## The task
Reproduce every line in the listing that contains the word "Sans".

════════════════

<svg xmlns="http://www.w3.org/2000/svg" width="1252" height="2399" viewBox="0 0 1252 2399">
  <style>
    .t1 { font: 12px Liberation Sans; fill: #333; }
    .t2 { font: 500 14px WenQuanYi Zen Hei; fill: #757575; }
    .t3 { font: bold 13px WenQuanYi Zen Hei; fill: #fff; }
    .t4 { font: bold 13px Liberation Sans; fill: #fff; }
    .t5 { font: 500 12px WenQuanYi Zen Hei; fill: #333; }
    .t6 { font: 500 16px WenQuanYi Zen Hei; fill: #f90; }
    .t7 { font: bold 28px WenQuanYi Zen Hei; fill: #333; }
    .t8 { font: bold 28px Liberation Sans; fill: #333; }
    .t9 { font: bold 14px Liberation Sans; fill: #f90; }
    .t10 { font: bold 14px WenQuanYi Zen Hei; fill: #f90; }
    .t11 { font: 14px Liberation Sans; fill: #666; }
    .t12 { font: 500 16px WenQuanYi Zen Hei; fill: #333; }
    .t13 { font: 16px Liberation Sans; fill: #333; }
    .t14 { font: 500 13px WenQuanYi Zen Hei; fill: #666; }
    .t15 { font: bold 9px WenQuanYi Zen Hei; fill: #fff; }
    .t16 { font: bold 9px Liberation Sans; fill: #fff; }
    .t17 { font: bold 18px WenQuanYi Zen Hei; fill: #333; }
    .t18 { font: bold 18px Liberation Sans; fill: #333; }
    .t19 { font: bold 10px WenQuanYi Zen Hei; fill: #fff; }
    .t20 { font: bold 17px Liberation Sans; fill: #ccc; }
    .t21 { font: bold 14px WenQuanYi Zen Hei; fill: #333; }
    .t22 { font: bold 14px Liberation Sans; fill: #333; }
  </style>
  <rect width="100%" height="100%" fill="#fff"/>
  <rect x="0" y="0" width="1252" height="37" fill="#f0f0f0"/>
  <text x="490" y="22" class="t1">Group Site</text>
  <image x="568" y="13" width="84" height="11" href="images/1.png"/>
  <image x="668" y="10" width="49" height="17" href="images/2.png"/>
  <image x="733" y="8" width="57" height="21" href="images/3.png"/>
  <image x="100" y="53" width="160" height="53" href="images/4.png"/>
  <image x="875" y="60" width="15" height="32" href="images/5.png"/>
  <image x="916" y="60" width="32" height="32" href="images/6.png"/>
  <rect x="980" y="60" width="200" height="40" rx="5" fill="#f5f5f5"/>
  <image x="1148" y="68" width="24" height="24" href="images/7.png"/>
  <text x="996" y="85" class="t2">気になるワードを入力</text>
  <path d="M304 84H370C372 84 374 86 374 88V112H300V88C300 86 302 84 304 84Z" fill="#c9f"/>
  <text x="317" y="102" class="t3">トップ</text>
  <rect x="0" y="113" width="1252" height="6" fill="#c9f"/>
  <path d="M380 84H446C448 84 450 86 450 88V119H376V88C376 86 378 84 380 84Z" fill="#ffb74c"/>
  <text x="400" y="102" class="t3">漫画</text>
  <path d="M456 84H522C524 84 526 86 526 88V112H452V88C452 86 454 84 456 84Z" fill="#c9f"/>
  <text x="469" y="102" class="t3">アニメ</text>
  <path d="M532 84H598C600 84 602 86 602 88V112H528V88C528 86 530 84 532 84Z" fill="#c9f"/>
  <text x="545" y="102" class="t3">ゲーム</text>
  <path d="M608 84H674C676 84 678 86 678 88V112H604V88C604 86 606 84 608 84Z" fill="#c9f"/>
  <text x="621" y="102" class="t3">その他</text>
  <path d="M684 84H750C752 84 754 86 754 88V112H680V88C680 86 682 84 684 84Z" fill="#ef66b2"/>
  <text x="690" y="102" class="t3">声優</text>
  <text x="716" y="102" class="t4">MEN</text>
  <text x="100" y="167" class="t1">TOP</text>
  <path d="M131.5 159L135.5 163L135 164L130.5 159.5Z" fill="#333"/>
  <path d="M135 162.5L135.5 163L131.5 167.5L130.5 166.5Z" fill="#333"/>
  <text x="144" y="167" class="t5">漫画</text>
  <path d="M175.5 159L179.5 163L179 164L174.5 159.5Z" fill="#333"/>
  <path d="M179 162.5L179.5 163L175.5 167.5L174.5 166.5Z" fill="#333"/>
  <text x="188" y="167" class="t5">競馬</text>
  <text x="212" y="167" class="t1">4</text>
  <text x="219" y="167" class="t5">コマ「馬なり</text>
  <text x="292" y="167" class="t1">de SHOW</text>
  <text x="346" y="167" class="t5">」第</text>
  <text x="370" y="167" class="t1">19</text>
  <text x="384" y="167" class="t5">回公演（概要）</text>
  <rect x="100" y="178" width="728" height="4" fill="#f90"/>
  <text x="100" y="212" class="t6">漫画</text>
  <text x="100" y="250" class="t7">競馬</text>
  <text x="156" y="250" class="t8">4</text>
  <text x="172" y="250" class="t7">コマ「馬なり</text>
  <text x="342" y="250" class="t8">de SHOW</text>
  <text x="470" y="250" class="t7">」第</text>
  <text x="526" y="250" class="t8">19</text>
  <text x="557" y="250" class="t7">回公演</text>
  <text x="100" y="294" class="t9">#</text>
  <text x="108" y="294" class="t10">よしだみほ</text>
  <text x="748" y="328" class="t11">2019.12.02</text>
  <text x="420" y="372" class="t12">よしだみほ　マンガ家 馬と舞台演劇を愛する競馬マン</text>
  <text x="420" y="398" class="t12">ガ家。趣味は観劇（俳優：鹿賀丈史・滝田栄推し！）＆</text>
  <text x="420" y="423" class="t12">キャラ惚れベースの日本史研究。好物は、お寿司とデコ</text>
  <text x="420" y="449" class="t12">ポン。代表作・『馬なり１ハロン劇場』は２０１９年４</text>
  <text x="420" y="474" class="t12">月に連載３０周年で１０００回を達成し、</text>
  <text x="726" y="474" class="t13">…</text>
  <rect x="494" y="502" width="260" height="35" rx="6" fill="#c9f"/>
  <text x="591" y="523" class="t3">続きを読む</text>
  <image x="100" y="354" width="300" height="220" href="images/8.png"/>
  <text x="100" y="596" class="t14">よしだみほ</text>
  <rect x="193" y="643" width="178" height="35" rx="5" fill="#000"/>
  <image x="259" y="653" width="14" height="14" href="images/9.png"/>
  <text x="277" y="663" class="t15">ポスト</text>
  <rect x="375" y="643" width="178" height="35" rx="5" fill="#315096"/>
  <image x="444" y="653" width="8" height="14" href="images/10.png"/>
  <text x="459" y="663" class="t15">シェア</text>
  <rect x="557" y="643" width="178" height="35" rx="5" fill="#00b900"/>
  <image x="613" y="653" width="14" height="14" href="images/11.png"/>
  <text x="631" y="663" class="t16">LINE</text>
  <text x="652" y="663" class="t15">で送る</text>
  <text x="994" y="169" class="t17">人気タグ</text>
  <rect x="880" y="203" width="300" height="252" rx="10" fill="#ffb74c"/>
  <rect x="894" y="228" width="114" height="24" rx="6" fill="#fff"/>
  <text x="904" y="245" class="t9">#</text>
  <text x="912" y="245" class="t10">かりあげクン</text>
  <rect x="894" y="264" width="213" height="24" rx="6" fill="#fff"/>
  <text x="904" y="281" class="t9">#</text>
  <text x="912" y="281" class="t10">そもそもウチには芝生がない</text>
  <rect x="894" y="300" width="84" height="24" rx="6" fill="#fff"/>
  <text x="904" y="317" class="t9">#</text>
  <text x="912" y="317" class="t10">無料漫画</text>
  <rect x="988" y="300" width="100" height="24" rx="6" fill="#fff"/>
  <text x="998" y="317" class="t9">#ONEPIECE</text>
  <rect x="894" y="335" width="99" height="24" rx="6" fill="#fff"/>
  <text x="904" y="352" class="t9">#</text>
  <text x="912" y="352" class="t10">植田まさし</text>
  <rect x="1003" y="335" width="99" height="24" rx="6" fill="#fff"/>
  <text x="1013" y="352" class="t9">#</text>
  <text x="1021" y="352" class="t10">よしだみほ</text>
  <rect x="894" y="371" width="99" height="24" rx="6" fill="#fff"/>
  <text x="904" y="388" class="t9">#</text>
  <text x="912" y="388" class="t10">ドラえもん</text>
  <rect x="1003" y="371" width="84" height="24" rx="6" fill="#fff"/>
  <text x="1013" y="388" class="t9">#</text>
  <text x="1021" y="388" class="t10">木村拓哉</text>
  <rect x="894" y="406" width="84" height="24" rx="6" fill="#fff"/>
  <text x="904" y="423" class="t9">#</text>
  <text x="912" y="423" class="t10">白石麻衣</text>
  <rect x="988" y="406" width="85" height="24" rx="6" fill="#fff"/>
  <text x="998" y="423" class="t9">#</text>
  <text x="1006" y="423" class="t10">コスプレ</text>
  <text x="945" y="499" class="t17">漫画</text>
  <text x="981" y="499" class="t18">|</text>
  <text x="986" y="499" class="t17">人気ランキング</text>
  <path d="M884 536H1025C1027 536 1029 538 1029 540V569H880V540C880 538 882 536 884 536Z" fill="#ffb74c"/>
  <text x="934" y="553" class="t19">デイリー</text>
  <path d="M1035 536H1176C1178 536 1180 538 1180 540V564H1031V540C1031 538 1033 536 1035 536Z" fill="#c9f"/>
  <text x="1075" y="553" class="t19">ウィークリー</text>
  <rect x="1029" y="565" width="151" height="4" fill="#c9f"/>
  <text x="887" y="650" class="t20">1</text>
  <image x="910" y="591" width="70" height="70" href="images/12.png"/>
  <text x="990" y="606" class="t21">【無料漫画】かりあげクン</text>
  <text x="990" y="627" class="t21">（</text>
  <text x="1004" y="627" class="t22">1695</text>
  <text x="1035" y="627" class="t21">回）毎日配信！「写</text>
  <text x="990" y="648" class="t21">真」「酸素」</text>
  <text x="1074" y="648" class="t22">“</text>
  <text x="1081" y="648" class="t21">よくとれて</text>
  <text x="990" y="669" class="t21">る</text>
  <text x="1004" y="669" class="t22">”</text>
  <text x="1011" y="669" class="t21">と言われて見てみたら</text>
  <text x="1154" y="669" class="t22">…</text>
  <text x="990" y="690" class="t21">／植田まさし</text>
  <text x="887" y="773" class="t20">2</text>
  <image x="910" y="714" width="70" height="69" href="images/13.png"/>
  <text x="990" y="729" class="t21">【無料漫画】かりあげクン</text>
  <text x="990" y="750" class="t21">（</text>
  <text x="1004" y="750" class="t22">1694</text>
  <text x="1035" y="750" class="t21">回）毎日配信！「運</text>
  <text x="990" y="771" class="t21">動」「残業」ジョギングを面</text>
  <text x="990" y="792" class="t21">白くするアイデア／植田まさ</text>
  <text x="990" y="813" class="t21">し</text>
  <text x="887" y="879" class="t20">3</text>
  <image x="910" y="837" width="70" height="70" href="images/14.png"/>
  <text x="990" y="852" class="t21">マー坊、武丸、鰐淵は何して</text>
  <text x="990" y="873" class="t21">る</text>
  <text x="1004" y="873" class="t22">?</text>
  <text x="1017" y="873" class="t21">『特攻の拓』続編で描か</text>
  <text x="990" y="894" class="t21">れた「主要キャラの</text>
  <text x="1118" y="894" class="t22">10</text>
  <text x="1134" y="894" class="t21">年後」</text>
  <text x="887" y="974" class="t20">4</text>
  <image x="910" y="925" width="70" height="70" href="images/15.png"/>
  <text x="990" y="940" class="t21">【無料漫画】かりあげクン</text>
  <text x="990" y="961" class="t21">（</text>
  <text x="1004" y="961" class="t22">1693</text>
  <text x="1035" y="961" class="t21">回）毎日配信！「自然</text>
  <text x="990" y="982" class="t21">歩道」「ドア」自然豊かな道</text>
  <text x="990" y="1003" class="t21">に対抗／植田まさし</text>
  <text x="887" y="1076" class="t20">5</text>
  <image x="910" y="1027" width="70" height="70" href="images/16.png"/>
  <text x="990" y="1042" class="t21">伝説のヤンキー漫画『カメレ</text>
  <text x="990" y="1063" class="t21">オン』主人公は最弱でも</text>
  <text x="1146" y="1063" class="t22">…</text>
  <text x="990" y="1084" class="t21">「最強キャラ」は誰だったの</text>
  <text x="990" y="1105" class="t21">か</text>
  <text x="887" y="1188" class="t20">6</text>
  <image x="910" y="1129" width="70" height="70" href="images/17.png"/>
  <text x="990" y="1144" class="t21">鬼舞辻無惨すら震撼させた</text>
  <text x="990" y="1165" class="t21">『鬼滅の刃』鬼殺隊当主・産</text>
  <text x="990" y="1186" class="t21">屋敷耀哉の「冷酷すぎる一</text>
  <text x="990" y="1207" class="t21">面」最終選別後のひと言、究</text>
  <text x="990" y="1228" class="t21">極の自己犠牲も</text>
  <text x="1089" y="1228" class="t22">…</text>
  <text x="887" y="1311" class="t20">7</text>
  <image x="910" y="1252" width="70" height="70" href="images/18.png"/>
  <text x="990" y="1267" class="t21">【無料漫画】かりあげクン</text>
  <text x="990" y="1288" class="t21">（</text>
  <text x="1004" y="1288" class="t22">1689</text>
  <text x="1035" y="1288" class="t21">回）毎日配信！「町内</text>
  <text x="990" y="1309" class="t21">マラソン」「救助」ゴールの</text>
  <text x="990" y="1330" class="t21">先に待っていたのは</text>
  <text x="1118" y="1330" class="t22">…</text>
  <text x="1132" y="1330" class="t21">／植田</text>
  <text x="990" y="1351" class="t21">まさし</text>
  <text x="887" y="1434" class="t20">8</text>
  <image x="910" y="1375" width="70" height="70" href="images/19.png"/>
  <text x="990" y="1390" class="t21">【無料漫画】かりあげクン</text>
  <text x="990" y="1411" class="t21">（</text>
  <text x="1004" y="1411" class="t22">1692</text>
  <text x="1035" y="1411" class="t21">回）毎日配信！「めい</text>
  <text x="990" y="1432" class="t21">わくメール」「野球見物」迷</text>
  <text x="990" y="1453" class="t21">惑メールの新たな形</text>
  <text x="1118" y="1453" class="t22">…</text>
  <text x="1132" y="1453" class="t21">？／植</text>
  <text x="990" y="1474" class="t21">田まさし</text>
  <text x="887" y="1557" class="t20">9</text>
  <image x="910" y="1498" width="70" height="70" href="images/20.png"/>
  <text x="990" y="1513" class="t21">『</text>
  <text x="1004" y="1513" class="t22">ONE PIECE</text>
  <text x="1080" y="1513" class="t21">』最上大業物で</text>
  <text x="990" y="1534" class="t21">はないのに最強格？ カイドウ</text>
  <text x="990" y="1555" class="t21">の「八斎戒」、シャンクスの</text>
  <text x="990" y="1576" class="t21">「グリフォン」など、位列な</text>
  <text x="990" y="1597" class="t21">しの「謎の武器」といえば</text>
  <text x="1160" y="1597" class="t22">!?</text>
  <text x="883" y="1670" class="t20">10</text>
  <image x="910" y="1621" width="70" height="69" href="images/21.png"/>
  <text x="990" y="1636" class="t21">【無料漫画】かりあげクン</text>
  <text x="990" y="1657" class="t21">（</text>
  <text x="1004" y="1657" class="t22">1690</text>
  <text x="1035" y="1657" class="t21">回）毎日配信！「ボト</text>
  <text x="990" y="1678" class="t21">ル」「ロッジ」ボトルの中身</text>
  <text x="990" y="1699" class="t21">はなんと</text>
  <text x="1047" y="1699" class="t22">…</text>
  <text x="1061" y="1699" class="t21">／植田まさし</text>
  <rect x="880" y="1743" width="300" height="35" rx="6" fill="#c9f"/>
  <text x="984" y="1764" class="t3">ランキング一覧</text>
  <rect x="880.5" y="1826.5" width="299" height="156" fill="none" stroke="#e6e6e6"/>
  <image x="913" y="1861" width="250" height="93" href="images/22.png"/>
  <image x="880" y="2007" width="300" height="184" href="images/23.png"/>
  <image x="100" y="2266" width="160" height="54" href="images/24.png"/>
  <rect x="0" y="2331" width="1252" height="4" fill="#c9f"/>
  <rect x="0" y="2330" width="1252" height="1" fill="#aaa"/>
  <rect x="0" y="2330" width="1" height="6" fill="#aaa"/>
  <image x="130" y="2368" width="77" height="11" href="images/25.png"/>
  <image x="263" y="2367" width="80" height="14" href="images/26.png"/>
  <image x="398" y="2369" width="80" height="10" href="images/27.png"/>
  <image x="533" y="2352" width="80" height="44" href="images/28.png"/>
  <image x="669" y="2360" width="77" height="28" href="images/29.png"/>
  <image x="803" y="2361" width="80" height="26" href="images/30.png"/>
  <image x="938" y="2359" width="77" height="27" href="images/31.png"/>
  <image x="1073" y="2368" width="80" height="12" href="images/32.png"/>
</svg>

════════════════

## Exercise result
    .t1 { font: 12px Liberation Sans; fill: #333; }
    .t4 { font: bold 13px Liberation Sans; fill: #fff; }
    .t8 { font: bold 28px Liberation Sans; fill: #333; }
    .t9 { font: bold 14px Liberation Sans; fill: #f90; }
    .t11 { font: 14px Liberation Sans; fill: #666; }
    .t13 { font: 16px Liberation Sans; fill: #333; }
    .t16 { font: bold 9px Liberation Sans; fill: #fff; }
    .t18 { font: bold 18px Liberation Sans; fill: #333; }
    .t20 { font: bold 17px Liberation Sans; fill: #ccc; }
    .t22 { font: bold 14px Liberation Sans; fill: #333; }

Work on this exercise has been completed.